Work instruction: Below are the records. List every line holding the word "that".

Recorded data
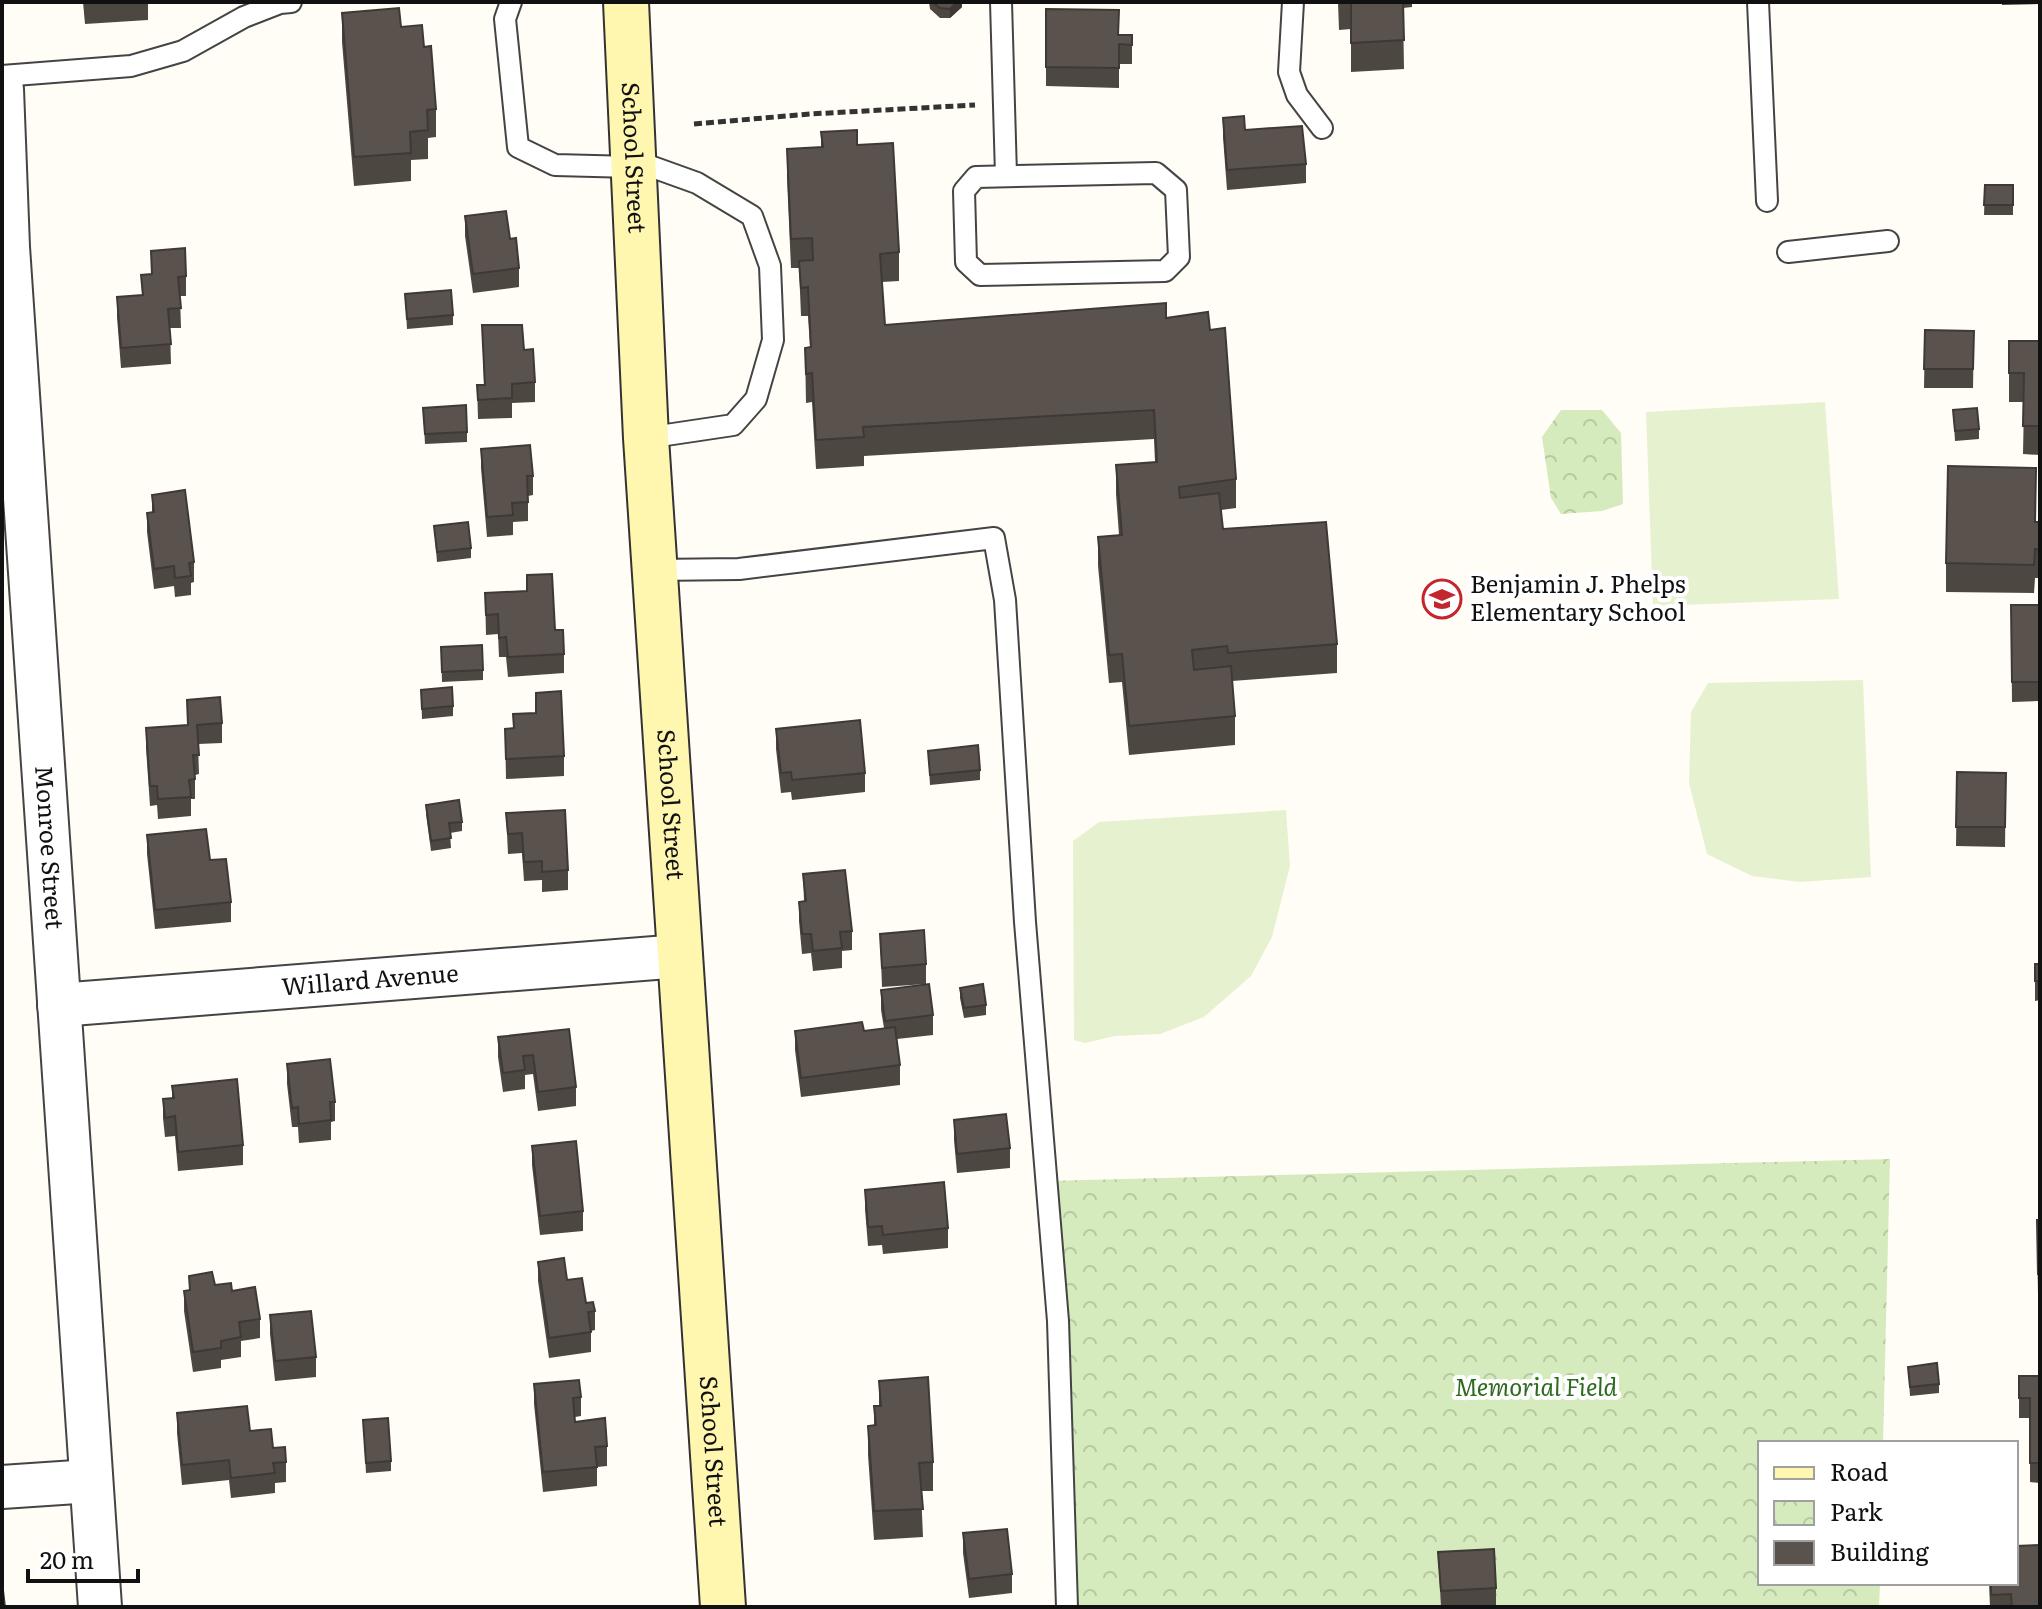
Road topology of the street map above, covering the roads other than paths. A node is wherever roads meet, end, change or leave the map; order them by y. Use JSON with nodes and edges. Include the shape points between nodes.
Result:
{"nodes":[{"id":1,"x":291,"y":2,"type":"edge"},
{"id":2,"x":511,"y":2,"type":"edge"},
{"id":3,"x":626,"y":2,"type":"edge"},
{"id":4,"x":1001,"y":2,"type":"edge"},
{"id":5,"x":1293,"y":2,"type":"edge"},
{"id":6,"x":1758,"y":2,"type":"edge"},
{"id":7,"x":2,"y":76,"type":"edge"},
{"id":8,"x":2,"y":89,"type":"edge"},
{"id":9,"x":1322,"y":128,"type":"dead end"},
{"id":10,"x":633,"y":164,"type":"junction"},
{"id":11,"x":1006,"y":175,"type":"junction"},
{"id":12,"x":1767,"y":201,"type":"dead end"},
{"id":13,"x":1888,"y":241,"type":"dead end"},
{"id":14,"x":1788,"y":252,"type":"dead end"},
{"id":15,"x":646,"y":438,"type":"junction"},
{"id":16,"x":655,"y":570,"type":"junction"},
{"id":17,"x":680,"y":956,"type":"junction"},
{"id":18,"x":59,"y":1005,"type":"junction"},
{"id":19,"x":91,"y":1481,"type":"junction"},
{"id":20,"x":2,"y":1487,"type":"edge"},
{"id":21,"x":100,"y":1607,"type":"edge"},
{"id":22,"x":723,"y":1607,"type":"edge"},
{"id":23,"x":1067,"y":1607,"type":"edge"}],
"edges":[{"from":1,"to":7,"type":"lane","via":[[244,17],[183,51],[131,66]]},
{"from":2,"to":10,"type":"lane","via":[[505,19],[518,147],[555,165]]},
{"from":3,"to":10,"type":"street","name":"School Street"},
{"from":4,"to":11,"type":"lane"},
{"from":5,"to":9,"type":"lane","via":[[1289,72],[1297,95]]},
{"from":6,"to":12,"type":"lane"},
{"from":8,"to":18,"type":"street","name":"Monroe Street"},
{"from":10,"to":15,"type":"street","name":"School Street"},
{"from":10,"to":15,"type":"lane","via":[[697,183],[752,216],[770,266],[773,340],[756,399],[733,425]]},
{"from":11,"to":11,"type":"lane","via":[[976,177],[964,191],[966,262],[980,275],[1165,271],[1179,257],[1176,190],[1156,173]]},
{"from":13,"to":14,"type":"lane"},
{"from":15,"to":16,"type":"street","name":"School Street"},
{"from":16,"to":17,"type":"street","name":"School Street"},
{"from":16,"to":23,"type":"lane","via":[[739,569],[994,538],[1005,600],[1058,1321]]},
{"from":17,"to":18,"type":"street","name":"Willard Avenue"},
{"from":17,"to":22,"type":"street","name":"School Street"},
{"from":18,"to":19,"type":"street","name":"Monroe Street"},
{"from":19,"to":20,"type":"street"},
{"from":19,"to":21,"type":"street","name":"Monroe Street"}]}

---

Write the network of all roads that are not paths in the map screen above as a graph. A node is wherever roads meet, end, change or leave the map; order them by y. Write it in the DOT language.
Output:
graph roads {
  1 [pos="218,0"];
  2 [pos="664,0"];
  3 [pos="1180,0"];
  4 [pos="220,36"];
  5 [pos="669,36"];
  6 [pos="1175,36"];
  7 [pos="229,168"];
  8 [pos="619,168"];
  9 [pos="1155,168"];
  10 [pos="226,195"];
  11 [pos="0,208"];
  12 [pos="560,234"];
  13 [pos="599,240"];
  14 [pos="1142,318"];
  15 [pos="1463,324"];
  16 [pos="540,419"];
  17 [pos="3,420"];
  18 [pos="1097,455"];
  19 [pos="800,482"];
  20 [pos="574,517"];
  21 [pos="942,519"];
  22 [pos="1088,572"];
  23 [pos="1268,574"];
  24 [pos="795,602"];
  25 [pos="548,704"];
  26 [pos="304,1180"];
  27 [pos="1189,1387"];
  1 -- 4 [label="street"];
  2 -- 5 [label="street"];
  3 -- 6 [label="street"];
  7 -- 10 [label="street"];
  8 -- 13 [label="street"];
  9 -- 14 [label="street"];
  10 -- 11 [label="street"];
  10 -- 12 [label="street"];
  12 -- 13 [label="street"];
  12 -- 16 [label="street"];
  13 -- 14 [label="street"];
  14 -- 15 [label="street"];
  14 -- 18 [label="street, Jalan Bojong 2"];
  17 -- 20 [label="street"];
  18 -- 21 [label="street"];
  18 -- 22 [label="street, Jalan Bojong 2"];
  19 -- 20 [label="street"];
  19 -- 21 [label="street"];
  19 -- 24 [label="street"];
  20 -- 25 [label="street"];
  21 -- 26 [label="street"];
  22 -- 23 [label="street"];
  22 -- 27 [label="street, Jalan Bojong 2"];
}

==

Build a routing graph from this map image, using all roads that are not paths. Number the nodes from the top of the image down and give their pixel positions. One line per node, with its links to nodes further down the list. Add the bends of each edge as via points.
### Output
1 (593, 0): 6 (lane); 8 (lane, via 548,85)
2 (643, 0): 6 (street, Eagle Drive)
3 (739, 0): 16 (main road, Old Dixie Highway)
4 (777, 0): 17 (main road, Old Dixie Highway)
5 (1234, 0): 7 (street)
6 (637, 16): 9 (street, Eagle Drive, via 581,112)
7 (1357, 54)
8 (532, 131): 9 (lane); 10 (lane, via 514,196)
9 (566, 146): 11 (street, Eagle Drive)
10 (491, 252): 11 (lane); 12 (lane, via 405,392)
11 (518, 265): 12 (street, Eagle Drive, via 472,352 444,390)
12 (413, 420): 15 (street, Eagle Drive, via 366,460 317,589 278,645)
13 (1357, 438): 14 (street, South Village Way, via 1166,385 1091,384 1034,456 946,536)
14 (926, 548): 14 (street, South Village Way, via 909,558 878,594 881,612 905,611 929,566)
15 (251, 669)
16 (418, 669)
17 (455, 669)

Task solution:
Write the network of all roads that are not paths in the map screen above as a graph. A node is wherever roads meet, end, change or leave the map; order them by y. Write it in the DOT language.
Build a routing graph from this map image, using all roads that are not paths. Number the nodes from the top of the image down and give their pixel positions. One line per node, with its links to nodes further down the list. Add the bends of each edge as via points.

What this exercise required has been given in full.